-------- Data for analysis --------
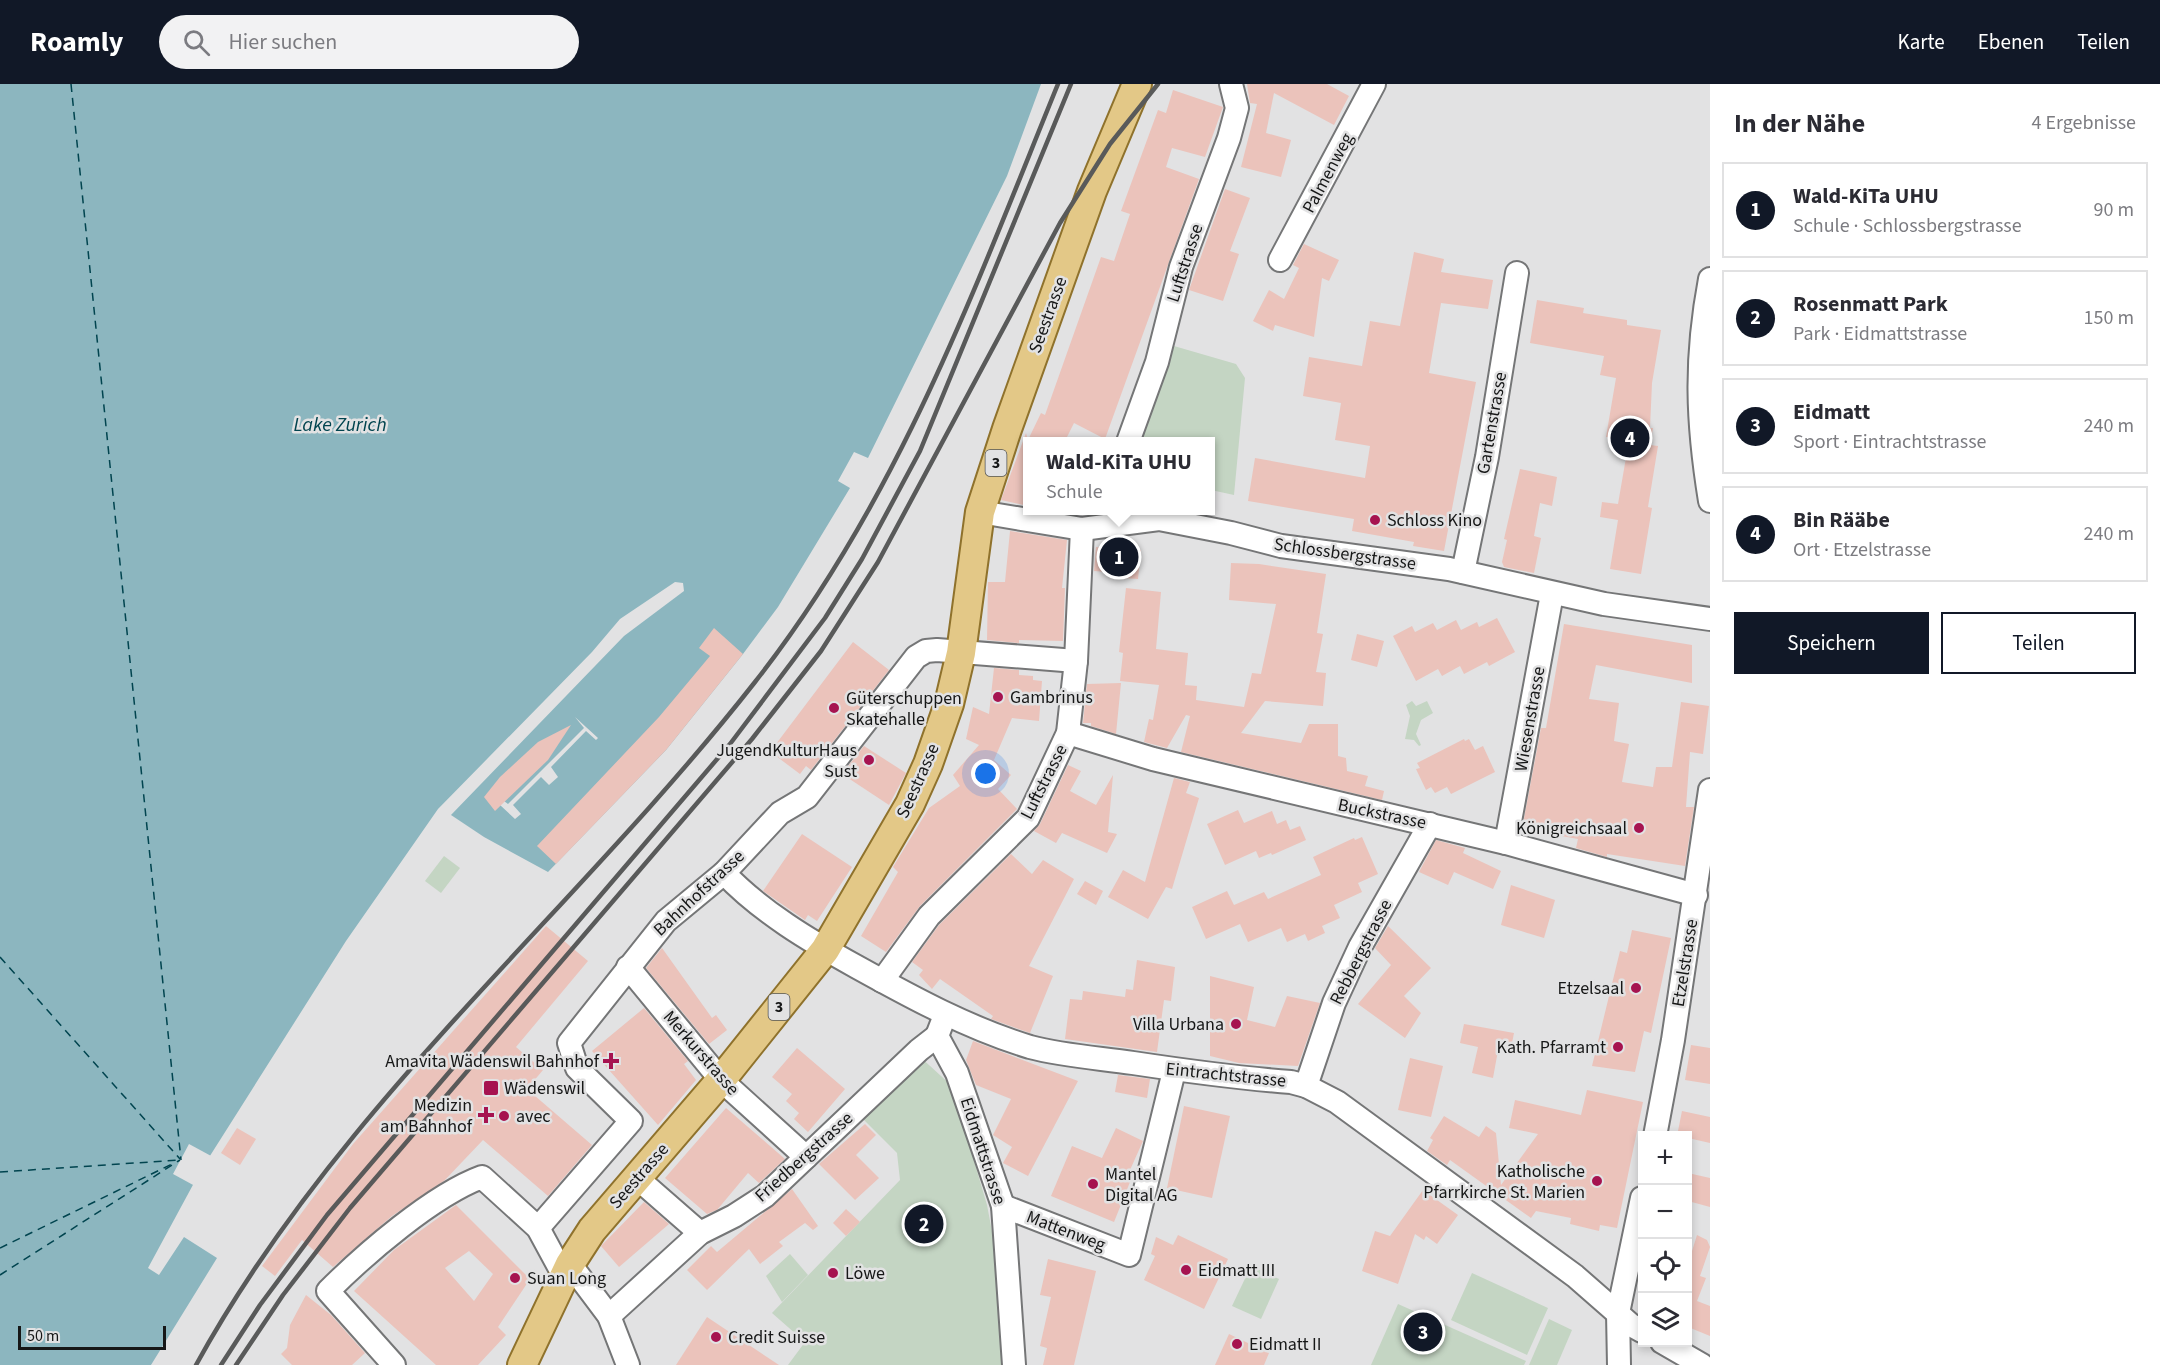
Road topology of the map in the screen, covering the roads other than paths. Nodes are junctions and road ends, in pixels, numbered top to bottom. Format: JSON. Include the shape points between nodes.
{"nodes":[{"id":1,"x":1137,"y":84,"type":"edge"},
{"id":2,"x":1231,"y":84,"type":"edge"},
{"id":3,"x":1374,"y":84,"type":"edge"},
{"id":4,"x":1280,"y":260,"type":"dead end"},
{"id":5,"x":1517,"y":273,"type":"dead end"},
{"id":6,"x":1710,"y":279,"type":"edge"},
{"id":7,"x":1129,"y":437,"type":"edge"},
{"id":8,"x":1710,"y":501,"type":"edge"},
{"id":9,"x":980,"y":512,"type":"junction"},
{"id":10,"x":1096,"y":522,"type":"edge"},
{"id":11,"x":1463,"y":572,"type":"junction"},
{"id":12,"x":1552,"y":594,"type":"junction"},
{"id":13,"x":1710,"y":618,"type":"edge"},
{"id":14,"x":961,"y":653,"type":"junction"},
{"id":15,"x":1076,"y":661,"type":"junction"},
{"id":16,"x":1068,"y":733,"type":"junction"},
{"id":17,"x":1710,"y":790,"type":"edge"},
{"id":18,"x":1430,"y":824,"type":"junction"},
{"id":19,"x":1506,"y":843,"type":"junction"},
{"id":20,"x":724,"y":873,"type":"junction"},
{"id":21,"x":1696,"y":895,"type":"junction"},
{"id":22,"x":825,"y":950,"type":"junction"},
{"id":23,"x":627,"y":967,"type":"junction"},
{"id":24,"x":882,"y":981,"type":"junction"},
{"id":25,"x":941,"y":1026,"type":"junction"},
{"id":26,"x":1174,"y":1071,"type":"junction"},
{"id":27,"x":721,"y":1080,"type":"junction"},
{"id":28,"x":1306,"y":1086,"type":"junction"},
{"id":29,"x":1656,"y":1131,"type":"edge"},
{"id":30,"x":806,"y":1157,"type":"junction"},
{"id":31,"x":637,"y":1178,"type":"junction"},
{"id":32,"x":1003,"y":1206,"type":"junction"},
{"id":33,"x":1638,"y":1217,"type":"edge"},
{"id":34,"x":538,"y":1228,"type":"junction"},
{"id":35,"x":700,"y":1233,"type":"junction"},
{"id":36,"x":567,"y":1270,"type":"junction"},
{"id":37,"x":1618,"y":1312,"type":"junction"},
{"id":38,"x":609,"y":1316,"type":"junction"},
{"id":39,"x":1638,"y":1328,"type":"edge"},
{"id":40,"x":1671,"y":1347,"type":"edge"},
{"id":41,"x":520,"y":1361,"type":"edge"},
{"id":42,"x":394,"y":1365,"type":"edge"},
{"id":43,"x":628,"y":1365,"type":"edge"},
{"id":44,"x":1014,"y":1365,"type":"edge"},
{"id":45,"x":1619,"y":1365,"type":"edge"},
{"id":46,"x":1702,"y":1365,"type":"edge"}],
"edges":[{"from":1,"to":9,"type":"main road","name":"Seestrasse","number":"3","via":[[1092,191]]},
{"from":2,"to":7,"type":"street","name":"Luftstrasse","via":[[1237,108],[1229,138],[1181,267],[1156,362]]},
{"from":3,"to":4,"type":"street","name":"Palmenweg"},
{"from":5,"to":11,"type":"street","name":"Gartenstrasse","via":[[1487,457]]},
{"from":6,"to":8,"type":"street","via":[[1700,330],[1698,400]]},
{"from":9,"to":10,"type":"street","name":"Schlossbergstrasse"},
{"from":9,"to":14,"type":"main road","name":"Seestrasse","number":"3"},
{"from":10,"to":11,"type":"street","name":"Schlossbergstrasse","via":[[1159,519],[1281,546]]},
{"from":10,"to":15,"type":"street","name":"Luftstrasse"},
{"from":11,"to":12,"type":"street","name":"Schlossbergstrasse"},
{"from":12,"to":13,"type":"street","name":"Schlossbergstrasse"},
{"from":12,"to":19,"type":"street","name":"Wiesenstrasse"},
{"from":14,"to":15,"type":"street","name":"Bahnhofstrasse"},
{"from":14,"to":20,"type":"street","name":"Bahnhofstrasse","via":[[937,650],[916,657],[807,797],[780,813]]},
{"from":14,"to":22,"type":"main road","name":"Seestrasse","number":"3","via":[[950,704],[928,764],[886,849]]},
{"from":15,"to":16,"type":"street","name":"Luftstrasse"},
{"from":16,"to":18,"type":"street","name":"Buckstrasse","via":[[1217,776]]},
{"from":16,"to":24,"type":"street","name":"Luftstrasse","via":[[1028,819],[929,916]]},
{"from":17,"to":21,"type":"street","name":"Etzelstrasse"},
{"from":18,"to":19,"type":"street","name":"Buckstrasse"},
{"from":18,"to":28,"type":"street","name":"Rebbergstrasse","via":[[1360,947],[1334,1003]]},
{"from":19,"to":21,"type":"street","name":"Buckstrasse"},
{"from":20,"to":22,"type":"street","name":"Eintrachtstrasse","via":[[748,898]]},
{"from":20,"to":23,"type":"street","name":"Bahnhofstrasse","via":[[666,921]]},
{"from":21,"to":29,"type":"street","name":"Etzelstrasse"},
{"from":22,"to":24,"type":"street","name":"Eintrachtstrasse"},
{"from":22,"to":27,"type":"main road","name":"Seestrasse","number":"3"},
{"from":23,"to":27,"type":"street","name":"Merkurstrasse"},
{"from":23,"to":34,"type":"street","name":"Bahnhofstrasse","via":[[569,1043],[577,1068],[631,1121]]},
{"from":24,"to":25,"type":"street","name":"Eintrachtstrasse"},
{"from":25,"to":26,"type":"street","name":"Eintrachtstrasse","via":[[1031,1047]]},
{"from":25,"to":30,"type":"street","name":"Friedbergstrasse"},
{"from":25,"to":32,"type":"street","name":"Eidmattstrasse"},
{"from":26,"to":28,"type":"street","name":"Eintrachtstrasse"},
{"from":26,"to":32,"type":"street","name":"Mattenweg","via":[[1129,1255]]},
{"from":27,"to":30,"type":"street","name":"Merkurstrasse"},
{"from":27,"to":31,"type":"main road","name":"Seestrasse","number":"3"},
{"from":28,"to":37,"type":"street","name":"Eintrachtstrasse","via":[[1360,1119],[1575,1276]]},
{"from":30,"to":35,"type":"street","name":"Friedbergstrasse","via":[[765,1196]]},
{"from":31,"to":35,"type":"street"},
{"from":31,"to":36,"type":"main road","name":"Seestrasse","number":"3","via":[[592,1230]]},
{"from":32,"to":44,"type":"street","name":"Eidmattstrasse"},
{"from":33,"to":37,"type":"street"},
{"from":34,"to":36,"type":"street"},
{"from":34,"to":42,"type":"street","via":[[482,1177],[459,1186],[358,1261],[328,1291]]},
{"from":35,"to":38,"type":"street","name":"Friedbergstrasse"},
{"from":36,"to":38,"type":"street"},
{"from":36,"to":41,"type":"main road","name":"Seestrasse","number":"3"},
{"from":37,"to":39,"type":"street","name":"Eintrachtstrasse"},
{"from":37,"to":45,"type":"street"},
{"from":38,"to":43,"type":"street"},
{"from":40,"to":46,"type":"street"}]}
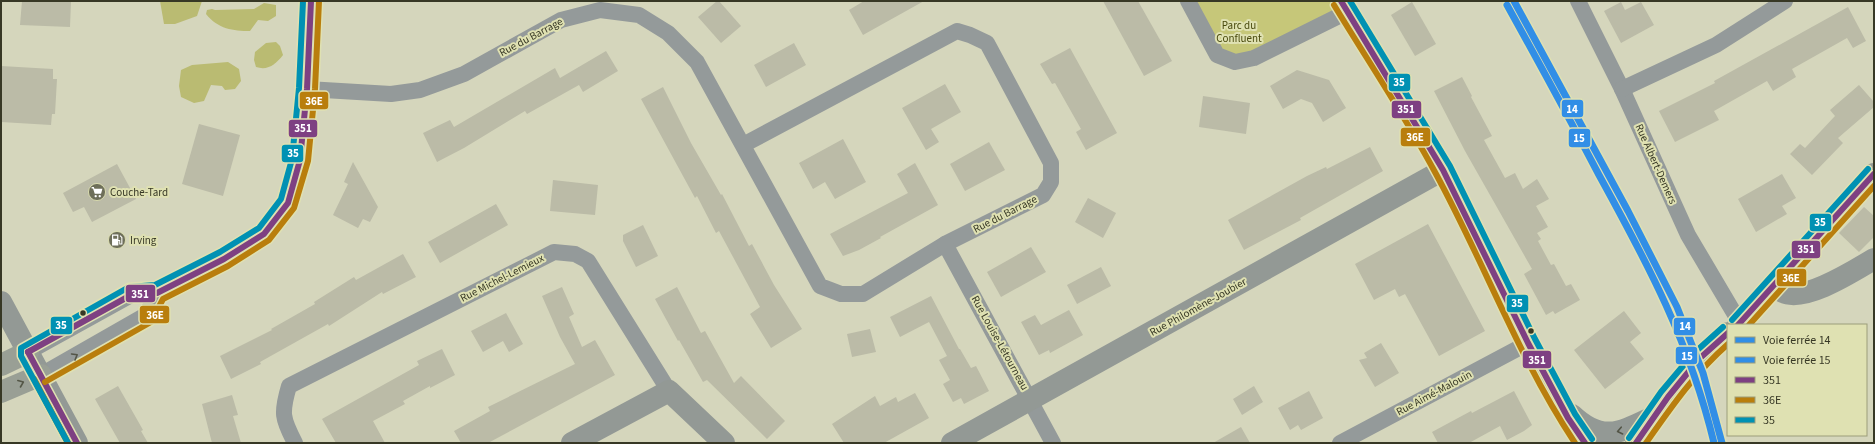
--------
> _Work instruction_
The pictures stay out; please reproduce everything else in the entries exactly.

> _Reply_
Road topology of the map in the screen, covering the roads other than paths. Nodes are junctions and road ends, in pixels, numbered top to bottom. Format: JSON. Include the shape points between nodes.
{"nodes":[{"id":1,"x":1137,"y":84,"type":"edge"},
{"id":2,"x":1231,"y":84,"type":"edge"},
{"id":3,"x":1374,"y":84,"type":"edge"},
{"id":4,"x":1280,"y":260,"type":"dead end"},
{"id":5,"x":1517,"y":273,"type":"dead end"},
{"id":6,"x":1710,"y":279,"type":"edge"},
{"id":7,"x":1129,"y":437,"type":"edge"},
{"id":8,"x":1710,"y":501,"type":"edge"},
{"id":9,"x":980,"y":512,"type":"junction"},
{"id":10,"x":1096,"y":522,"type":"edge"},
{"id":11,"x":1463,"y":572,"type":"junction"},
{"id":12,"x":1552,"y":594,"type":"junction"},
{"id":13,"x":1710,"y":618,"type":"edge"},
{"id":14,"x":961,"y":653,"type":"junction"},
{"id":15,"x":1076,"y":661,"type":"junction"},
{"id":16,"x":1068,"y":733,"type":"junction"},
{"id":17,"x":1710,"y":790,"type":"edge"},
{"id":18,"x":1430,"y":824,"type":"junction"},
{"id":19,"x":1506,"y":843,"type":"junction"},
{"id":20,"x":724,"y":873,"type":"junction"},
{"id":21,"x":1696,"y":895,"type":"junction"},
{"id":22,"x":825,"y":950,"type":"junction"},
{"id":23,"x":627,"y":967,"type":"junction"},
{"id":24,"x":882,"y":981,"type":"junction"},
{"id":25,"x":941,"y":1026,"type":"junction"},
{"id":26,"x":1174,"y":1071,"type":"junction"},
{"id":27,"x":721,"y":1080,"type":"junction"},
{"id":28,"x":1306,"y":1086,"type":"junction"},
{"id":29,"x":1656,"y":1131,"type":"edge"},
{"id":30,"x":806,"y":1157,"type":"junction"},
{"id":31,"x":637,"y":1178,"type":"junction"},
{"id":32,"x":1003,"y":1206,"type":"junction"},
{"id":33,"x":1638,"y":1217,"type":"edge"},
{"id":34,"x":538,"y":1228,"type":"junction"},
{"id":35,"x":700,"y":1233,"type":"junction"},
{"id":36,"x":567,"y":1270,"type":"junction"},
{"id":37,"x":1618,"y":1312,"type":"junction"},
{"id":38,"x":609,"y":1316,"type":"junction"},
{"id":39,"x":1638,"y":1328,"type":"edge"},
{"id":40,"x":1671,"y":1347,"type":"edge"},
{"id":41,"x":520,"y":1361,"type":"edge"},
{"id":42,"x":394,"y":1365,"type":"edge"},
{"id":43,"x":628,"y":1365,"type":"edge"},
{"id":44,"x":1014,"y":1365,"type":"edge"},
{"id":45,"x":1619,"y":1365,"type":"edge"},
{"id":46,"x":1702,"y":1365,"type":"edge"}],
"edges":[{"from":1,"to":9,"type":"main road","name":"Seestrasse","number":"3","via":[[1092,191]]},
{"from":2,"to":7,"type":"street","name":"Luftstrasse","via":[[1237,108],[1229,138],[1181,267],[1156,362]]},
{"from":3,"to":4,"type":"street","name":"Palmenweg"},
{"from":5,"to":11,"type":"street","name":"Gartenstrasse","via":[[1487,457]]},
{"from":6,"to":8,"type":"street","via":[[1700,330],[1698,400]]},
{"from":9,"to":10,"type":"street","name":"Schlossbergstrasse"},
{"from":9,"to":14,"type":"main road","name":"Seestrasse","number":"3"},
{"from":10,"to":11,"type":"street","name":"Schlossbergstrasse","via":[[1159,519],[1281,546]]},
{"from":10,"to":15,"type":"street","name":"Luftstrasse"},
{"from":11,"to":12,"type":"street","name":"Schlossbergstrasse"},
{"from":12,"to":13,"type":"street","name":"Schlossbergstrasse"},
{"from":12,"to":19,"type":"street","name":"Wiesenstrasse"},
{"from":14,"to":15,"type":"street","name":"Bahnhofstrasse"},
{"from":14,"to":20,"type":"street","name":"Bahnhofstrasse","via":[[937,650],[916,657],[807,797],[780,813]]},
{"from":14,"to":22,"type":"main road","name":"Seestrasse","number":"3","via":[[950,704],[928,764],[886,849]]},
{"from":15,"to":16,"type":"street","name":"Luftstrasse"},
{"from":16,"to":18,"type":"street","name":"Buckstrasse","via":[[1217,776]]},
{"from":16,"to":24,"type":"street","name":"Luftstrasse","via":[[1028,819],[929,916]]},
{"from":17,"to":21,"type":"street","name":"Etzelstrasse"},
{"from":18,"to":19,"type":"street","name":"Buckstrasse"},
{"from":18,"to":28,"type":"street","name":"Rebbergstrasse","via":[[1360,947],[1334,1003]]},
{"from":19,"to":21,"type":"street","name":"Buckstrasse"},
{"from":20,"to":22,"type":"street","name":"Eintrachtstrasse","via":[[748,898]]},
{"from":20,"to":23,"type":"street","name":"Bahnhofstrasse","via":[[666,921]]},
{"from":21,"to":29,"type":"street","name":"Etzelstrasse"},
{"from":22,"to":24,"type":"street","name":"Eintrachtstrasse"},
{"from":22,"to":27,"type":"main road","name":"Seestrasse","number":"3"},
{"from":23,"to":27,"type":"street","name":"Merkurstrasse"},
{"from":23,"to":34,"type":"street","name":"Bahnhofstrasse","via":[[569,1043],[577,1068],[631,1121]]},
{"from":24,"to":25,"type":"street","name":"Eintrachtstrasse"},
{"from":25,"to":26,"type":"street","name":"Eintrachtstrasse","via":[[1031,1047]]},
{"from":25,"to":30,"type":"street","name":"Friedbergstrasse"},
{"from":25,"to":32,"type":"street","name":"Eidmattstrasse"},
{"from":26,"to":28,"type":"street","name":"Eintrachtstrasse"},
{"from":26,"to":32,"type":"street","name":"Mattenweg","via":[[1129,1255]]},
{"from":27,"to":30,"type":"street","name":"Merkurstrasse"},
{"from":27,"to":31,"type":"main road","name":"Seestrasse","number":"3"},
{"from":28,"to":37,"type":"street","name":"Eintrachtstrasse","via":[[1360,1119],[1575,1276]]},
{"from":30,"to":35,"type":"street","name":"Friedbergstrasse","via":[[765,1196]]},
{"from":31,"to":35,"type":"street"},
{"from":31,"to":36,"type":"main road","name":"Seestrasse","number":"3","via":[[592,1230]]},
{"from":32,"to":44,"type":"street","name":"Eidmattstrasse"},
{"from":33,"to":37,"type":"street"},
{"from":34,"to":36,"type":"street"},
{"from":34,"to":42,"type":"street","via":[[482,1177],[459,1186],[358,1261],[328,1291]]},
{"from":35,"to":38,"type":"street","name":"Friedbergstrasse"},
{"from":36,"to":38,"type":"street"},
{"from":36,"to":41,"type":"main road","name":"Seestrasse","number":"3"},
{"from":37,"to":39,"type":"street","name":"Eintrachtstrasse"},
{"from":37,"to":45,"type":"street"},
{"from":38,"to":43,"type":"street"},
{"from":40,"to":46,"type":"street"}]}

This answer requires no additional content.